- Task requirements
Across all entries below, how many lines include "یاسمن"? Only the number, please.
[Start of Attachment]
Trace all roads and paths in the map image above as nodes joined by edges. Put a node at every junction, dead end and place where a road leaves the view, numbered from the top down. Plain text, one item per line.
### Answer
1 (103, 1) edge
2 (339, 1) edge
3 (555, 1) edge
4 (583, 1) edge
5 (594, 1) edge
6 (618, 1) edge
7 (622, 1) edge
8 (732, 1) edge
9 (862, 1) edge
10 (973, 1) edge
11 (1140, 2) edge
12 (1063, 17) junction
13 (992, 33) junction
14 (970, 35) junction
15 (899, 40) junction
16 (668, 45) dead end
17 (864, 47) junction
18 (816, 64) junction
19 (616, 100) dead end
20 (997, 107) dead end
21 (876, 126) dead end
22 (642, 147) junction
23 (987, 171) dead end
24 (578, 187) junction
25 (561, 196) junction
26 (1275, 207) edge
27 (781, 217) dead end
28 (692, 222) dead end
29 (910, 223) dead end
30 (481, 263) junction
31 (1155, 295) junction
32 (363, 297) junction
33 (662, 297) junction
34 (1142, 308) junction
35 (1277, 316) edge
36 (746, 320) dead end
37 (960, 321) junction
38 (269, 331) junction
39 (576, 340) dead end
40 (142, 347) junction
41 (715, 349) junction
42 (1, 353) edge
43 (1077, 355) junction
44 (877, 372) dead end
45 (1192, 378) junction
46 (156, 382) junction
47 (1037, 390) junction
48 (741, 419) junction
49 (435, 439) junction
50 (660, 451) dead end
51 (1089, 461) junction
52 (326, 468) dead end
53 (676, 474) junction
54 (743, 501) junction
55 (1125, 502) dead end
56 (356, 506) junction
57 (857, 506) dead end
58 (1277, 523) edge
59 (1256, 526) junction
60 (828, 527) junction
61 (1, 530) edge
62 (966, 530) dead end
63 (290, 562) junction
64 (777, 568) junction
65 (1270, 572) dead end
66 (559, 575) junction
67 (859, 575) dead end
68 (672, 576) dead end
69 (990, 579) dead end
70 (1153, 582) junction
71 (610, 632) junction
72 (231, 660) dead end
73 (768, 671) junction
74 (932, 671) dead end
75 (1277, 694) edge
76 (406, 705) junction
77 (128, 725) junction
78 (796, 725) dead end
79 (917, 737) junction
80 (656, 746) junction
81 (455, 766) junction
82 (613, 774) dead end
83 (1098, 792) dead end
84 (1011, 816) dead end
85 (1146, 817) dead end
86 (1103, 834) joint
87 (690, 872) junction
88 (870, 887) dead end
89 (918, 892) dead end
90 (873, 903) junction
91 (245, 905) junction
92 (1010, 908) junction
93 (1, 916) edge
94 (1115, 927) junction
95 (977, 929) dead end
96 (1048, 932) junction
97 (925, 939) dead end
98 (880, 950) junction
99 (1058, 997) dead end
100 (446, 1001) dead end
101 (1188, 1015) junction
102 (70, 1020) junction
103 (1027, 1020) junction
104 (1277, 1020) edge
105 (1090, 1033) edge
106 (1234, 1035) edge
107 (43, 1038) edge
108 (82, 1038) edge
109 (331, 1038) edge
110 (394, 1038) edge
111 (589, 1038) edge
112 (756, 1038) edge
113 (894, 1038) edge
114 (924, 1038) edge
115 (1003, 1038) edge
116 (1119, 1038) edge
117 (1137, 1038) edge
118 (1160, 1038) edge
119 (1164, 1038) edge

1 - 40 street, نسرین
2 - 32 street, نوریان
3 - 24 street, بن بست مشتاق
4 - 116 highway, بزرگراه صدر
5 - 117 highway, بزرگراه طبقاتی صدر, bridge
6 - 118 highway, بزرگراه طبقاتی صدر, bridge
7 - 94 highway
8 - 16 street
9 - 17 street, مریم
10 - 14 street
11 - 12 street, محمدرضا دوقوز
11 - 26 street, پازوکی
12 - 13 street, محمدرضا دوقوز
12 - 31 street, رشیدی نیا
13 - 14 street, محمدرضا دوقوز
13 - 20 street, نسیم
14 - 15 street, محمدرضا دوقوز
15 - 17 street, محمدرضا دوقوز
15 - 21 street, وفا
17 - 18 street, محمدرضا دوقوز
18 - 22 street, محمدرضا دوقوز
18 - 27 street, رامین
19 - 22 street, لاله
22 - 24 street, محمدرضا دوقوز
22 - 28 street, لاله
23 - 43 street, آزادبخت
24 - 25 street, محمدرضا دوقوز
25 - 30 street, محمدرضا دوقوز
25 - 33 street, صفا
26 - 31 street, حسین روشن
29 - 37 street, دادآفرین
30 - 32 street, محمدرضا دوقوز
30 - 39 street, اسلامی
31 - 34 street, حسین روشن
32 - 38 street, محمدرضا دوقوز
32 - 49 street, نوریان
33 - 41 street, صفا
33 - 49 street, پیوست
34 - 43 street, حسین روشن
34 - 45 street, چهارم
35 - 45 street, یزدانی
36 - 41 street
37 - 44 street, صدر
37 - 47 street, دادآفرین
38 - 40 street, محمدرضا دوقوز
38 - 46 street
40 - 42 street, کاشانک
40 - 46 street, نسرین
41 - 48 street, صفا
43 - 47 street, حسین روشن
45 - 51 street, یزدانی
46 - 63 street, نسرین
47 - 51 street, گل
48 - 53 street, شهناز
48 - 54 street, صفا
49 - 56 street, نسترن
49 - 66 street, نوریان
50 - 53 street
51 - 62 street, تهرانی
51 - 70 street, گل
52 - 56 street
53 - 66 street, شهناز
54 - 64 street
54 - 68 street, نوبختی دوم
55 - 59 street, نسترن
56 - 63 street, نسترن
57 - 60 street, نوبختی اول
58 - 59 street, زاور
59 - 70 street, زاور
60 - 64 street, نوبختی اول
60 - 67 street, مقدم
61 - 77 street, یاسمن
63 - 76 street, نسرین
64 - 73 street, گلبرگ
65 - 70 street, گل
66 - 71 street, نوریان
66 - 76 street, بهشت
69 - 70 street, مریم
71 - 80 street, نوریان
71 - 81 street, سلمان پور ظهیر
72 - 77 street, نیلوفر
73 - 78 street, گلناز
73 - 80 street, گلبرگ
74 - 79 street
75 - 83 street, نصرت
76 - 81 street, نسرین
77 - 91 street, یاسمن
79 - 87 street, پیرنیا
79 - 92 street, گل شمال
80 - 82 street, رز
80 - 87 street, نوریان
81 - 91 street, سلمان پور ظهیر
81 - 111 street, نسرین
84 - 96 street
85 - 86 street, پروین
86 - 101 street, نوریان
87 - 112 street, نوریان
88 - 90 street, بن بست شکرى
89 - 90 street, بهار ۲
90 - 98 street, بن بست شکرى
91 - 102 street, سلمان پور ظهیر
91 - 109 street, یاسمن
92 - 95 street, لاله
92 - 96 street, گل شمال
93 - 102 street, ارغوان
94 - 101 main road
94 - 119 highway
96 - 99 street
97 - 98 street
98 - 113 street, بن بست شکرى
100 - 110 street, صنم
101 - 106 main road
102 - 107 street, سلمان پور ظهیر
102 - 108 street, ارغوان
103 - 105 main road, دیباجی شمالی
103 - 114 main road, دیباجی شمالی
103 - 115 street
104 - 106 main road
[End of Attachment]
- Result of the task
3